Все взгляды обратились к ней.
– Я неоднократно встречалась с Микаэлем Блумквистом во время расследования, и у меня сложилось впечатление, что он довольно здравомыслящий человек, хоть и журналист. Очевидно, решение о возбуждении дела будете принимать вы… – Она посмотрела на Агнету Йервас, и та кивнула. – В таком случае я предполагаю, что оскорбление и оказание сопротивления вы не станете ему инкриминировать – это ведь просто глупость.
– Вероятно, так. Однако незаконное ношение оружия – это несколько серьезнее.
– Я бы предложила вам повременить. Блумквист самостоятельно собрал эту историю по кусочкам и намного опередил полицию. Нам гораздо полезнее будет сотрудничать с ним, сохранив хорошие отношения, чем дать ему возможность подвергнуть весь полицейский корпус уничижительной критике в СМИ.

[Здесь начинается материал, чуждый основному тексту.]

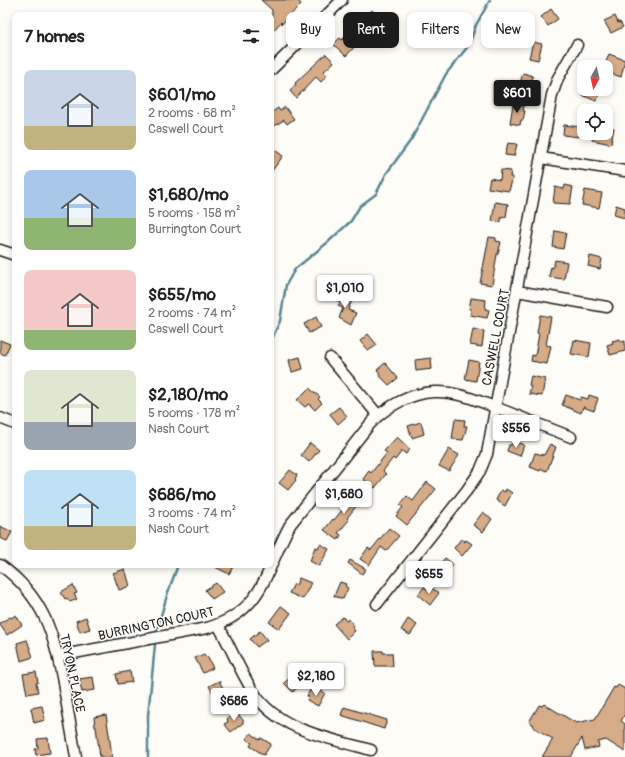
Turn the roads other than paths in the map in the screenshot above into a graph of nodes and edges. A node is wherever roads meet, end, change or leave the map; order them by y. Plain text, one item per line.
1 (342, 0) edge
2 (577, 45) dead end
3 (274, 67) edge
4 (542, 158) junction
5 (625, 171) edge
6 (0, 250) edge
7 (12, 254) edge
8 (517, 291) junction
9 (607, 307) dead end
10 (330, 358) dead end
11 (495, 407) junction
12 (378, 415) junction
13 (0, 418) edge
14 (12, 423) edge
15 (571, 437) dead end
16 (274, 560) edge
17 (0, 565) edge
18 (271, 568) edge
19 (377, 604) dead end
20 (218, 625) junction
21 (58, 656) junction
22 (371, 750) dead end
23 (76, 757) edge

1 - 3 street
2 - 4 street, CASWELL COURT
4 - 5 street
4 - 8 street, CASWELL COURT
6 - 7 street
8 - 9 street
8 - 11 street, CASWELL COURT
10 - 12 street
11 - 12 street, BURRINGTON COURT
11 - 15 street, BURRINGTON COURT
11 - 19 street, CASWELL COURT
12 - 16 street, BURRINGTON COURT
13 - 14 street
17 - 21 street, TRYON PLACE
18 - 20 street, BURRINGTON COURT
20 - 21 street, BURRINGTON COURT
20 - 22 street
21 - 23 street, TRYON PLACE

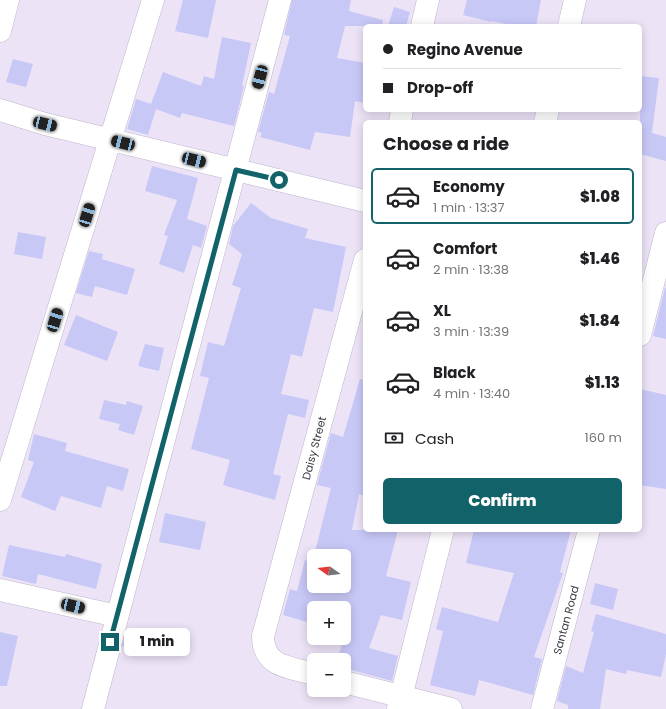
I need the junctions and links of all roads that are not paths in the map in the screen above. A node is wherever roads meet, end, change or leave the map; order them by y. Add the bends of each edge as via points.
1 (8, 0) edge
2 (153, 0) edge
3 (280, 0) edge
4 (428, 0) edge
5 (575, 0) edge
6 (422, 24) edge
7 (569, 24) edge
8 (0, 31) edge
9 (0, 110) edge
10 (109, 140) junction
11 (236, 170) junction
12 (363, 201) edge
13 (666, 233) edge
14 (363, 267) edge
15 (654, 269) edge
16 (642, 325) edge
17 (0, 500) edge
18 (443, 532) edge
19 (588, 532) edge
20 (0, 590) edge
21 (118, 616) junction
22 (307, 672) edge
23 (351, 685) edge
24 (400, 703) edge
25 (92, 709) edge
26 (451, 709) edge
27 (542, 709) edge

1 - 8 street
2 - 10 street
3 - 11 street
4 - 6 street
5 - 7 street
9 - 10 street
10 - 11 street
10 - 17 street
11 - 12 street
11 - 21 street
13 - 15 street
14 - 22 street, Daisy Street via 263,636 266,655 273,661
15 - 16 street
18 - 24 street
19 - 27 street, Santan Road
20 - 21 street
21 - 25 street
23 - 24 street
24 - 26 street

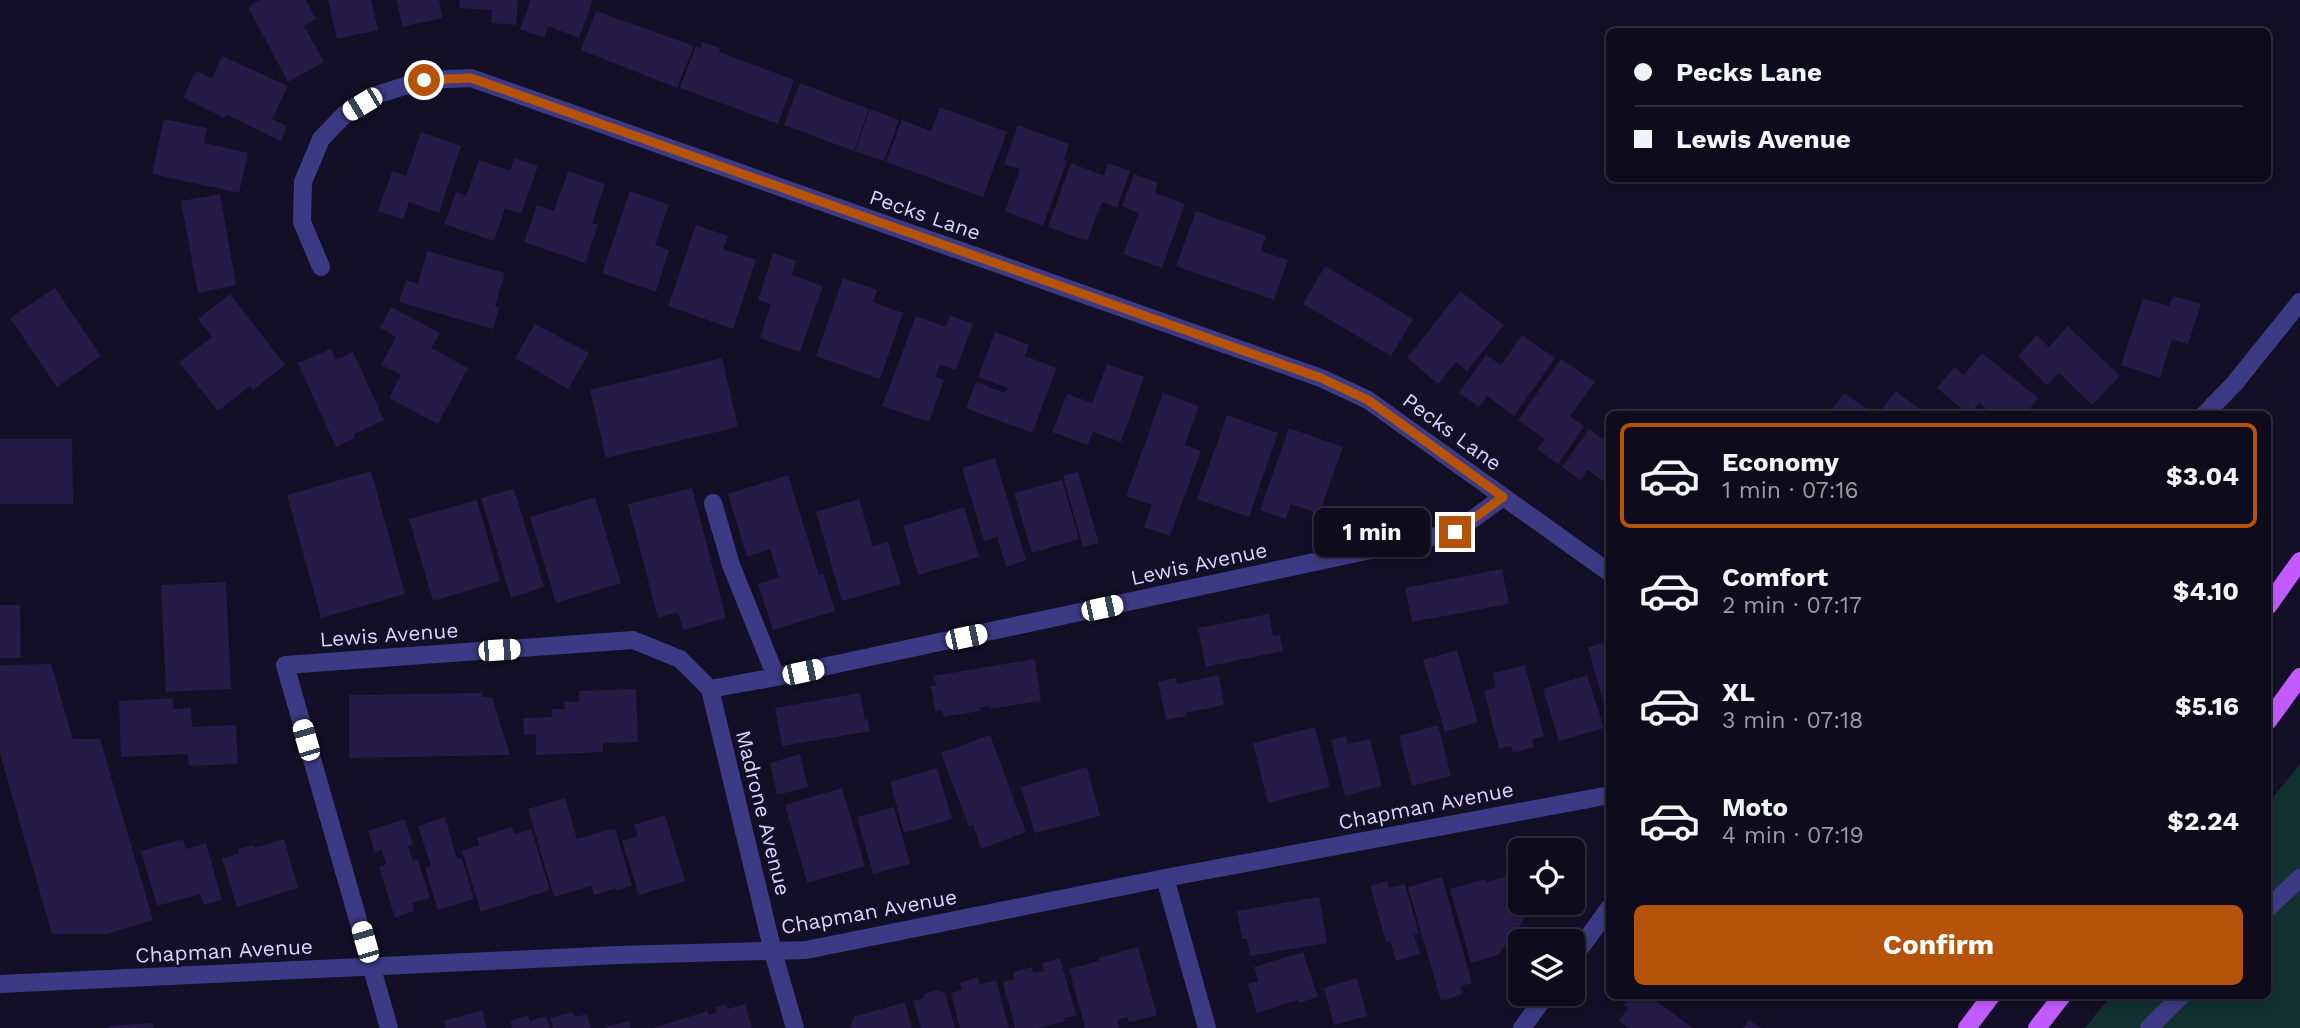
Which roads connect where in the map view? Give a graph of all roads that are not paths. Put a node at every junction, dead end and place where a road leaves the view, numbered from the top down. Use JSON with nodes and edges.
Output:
{"nodes":[{"id":1,"x":321,"y":267,"type":"dead end"},
{"id":2,"x":2300,"y":302,"type":"edge"},
{"id":3,"x":2208,"y":411,"type":"edge"},
{"id":4,"x":1503,"y":497,"type":"junction"},
{"id":5,"x":713,"y":503,"type":"dead end"},
{"id":6,"x":1606,"y":570,"type":"edge"},
{"id":7,"x":2297,"y":572,"type":"edge"},
{"id":8,"x":2271,"y":603,"type":"edge"},
{"id":9,"x":776,"y":677,"type":"junction"},
{"id":10,"x":2300,"y":677,"type":"edge"},
{"id":11,"x":710,"y":689,"type":"junction"},
{"id":12,"x":2271,"y":717,"type":"edge"},
{"id":13,"x":1606,"y":796,"type":"edge"},
{"id":14,"x":1165,"y":878,"type":"junction"},
{"id":15,"x":2300,"y":878,"type":"edge"},
{"id":16,"x":2271,"y":905,"type":"edge"},
{"id":17,"x":1606,"y":913,"type":"edge"},
{"id":18,"x":1585,"y":941,"type":"edge"},
{"id":19,"x":773,"y":952,"type":"junction"},
{"id":20,"x":372,"y":967,"type":"junction"},
{"id":21,"x":0,"y":984,"type":"edge"},
{"id":22,"x":1988,"y":999,"type":"edge"},
{"id":23,"x":2060,"y":999,"type":"edge"},
{"id":24,"x":2178,"y":999,"type":"edge"},
{"id":25,"x":1538,"y":1006,"type":"edge"},
{"id":26,"x":389,"y":1028,"type":"edge"},
{"id":27,"x":795,"y":1028,"type":"edge"},
{"id":28,"x":1207,"y":1028,"type":"edge"},
{"id":29,"x":1522,"y":1028,"type":"edge"},
{"id":30,"x":1967,"y":1028,"type":"edge"},
{"id":31,"x":2037,"y":1028,"type":"edge"},
{"id":32,"x":2149,"y":1028,"type":"edge"}],
"edges":[{"from":1,"to":4,"type":"street","name":"Pecks Lane"},
{"from":2,"to":3,"type":"street"},
{"from":4,"to":6,"type":"street","name":"Pecks Lane"},
{"from":4,"to":9,"type":"street","name":"Lewis Avenue"},
{"from":5,"to":9,"type":"street"},
{"from":7,"to":8,"type":"main road"},
{"from":9,"to":11,"type":"street","name":"Lewis Avenue"},
{"from":10,"to":12,"type":"main road"},
{"from":11,"to":19,"type":"street","name":"Madrone Avenue"},
{"from":11,"to":20,"type":"street","name":"Lewis Avenue"},
{"from":13,"to":14,"type":"street","name":"Chapman Avenue"},
{"from":14,"to":19,"type":"street","name":"Chapman Avenue"},
{"from":14,"to":28,"type":"street"},
{"from":15,"to":16,"type":"street"},
{"from":17,"to":18,"type":"street"},
{"from":19,"to":20,"type":"street","name":"Chapman Avenue"},
{"from":19,"to":27,"type":"street","name":"Madrone Avenue"},
{"from":20,"to":21,"type":"street","name":"Chapman Avenue"},
{"from":20,"to":26,"type":"street"},
{"from":22,"to":30,"type":"main road"},
{"from":23,"to":31,"type":"main road"},
{"from":24,"to":32,"type":"street"},
{"from":25,"to":29,"type":"street"}]}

Она замолчала. Через несколько секунд Маркус Эрландер откашлялся. Если уж Соня Мудиг отважилась высунуться, то ему не хотелось отставать.
– Я поддерживаю. Мне Блумквист тоже кажется здравомыслящим человеком. Я даже попросил у него прощения за то, как с ним обошлись сегодня ночью. Он, похоже, готов закрыть на это глаза. Кроме того, Блумквист держится с достоинством. Он обнаружил место жительства Лисбет Саландер, но отказывается его называть. Не боится вступать с полицией в открытую дискуссию… да и, учитывая его профессию, репутацию и известность, любое его заявление в СМИ прозвучит не менее весомо, чем любые обвинения со стороны Польссона.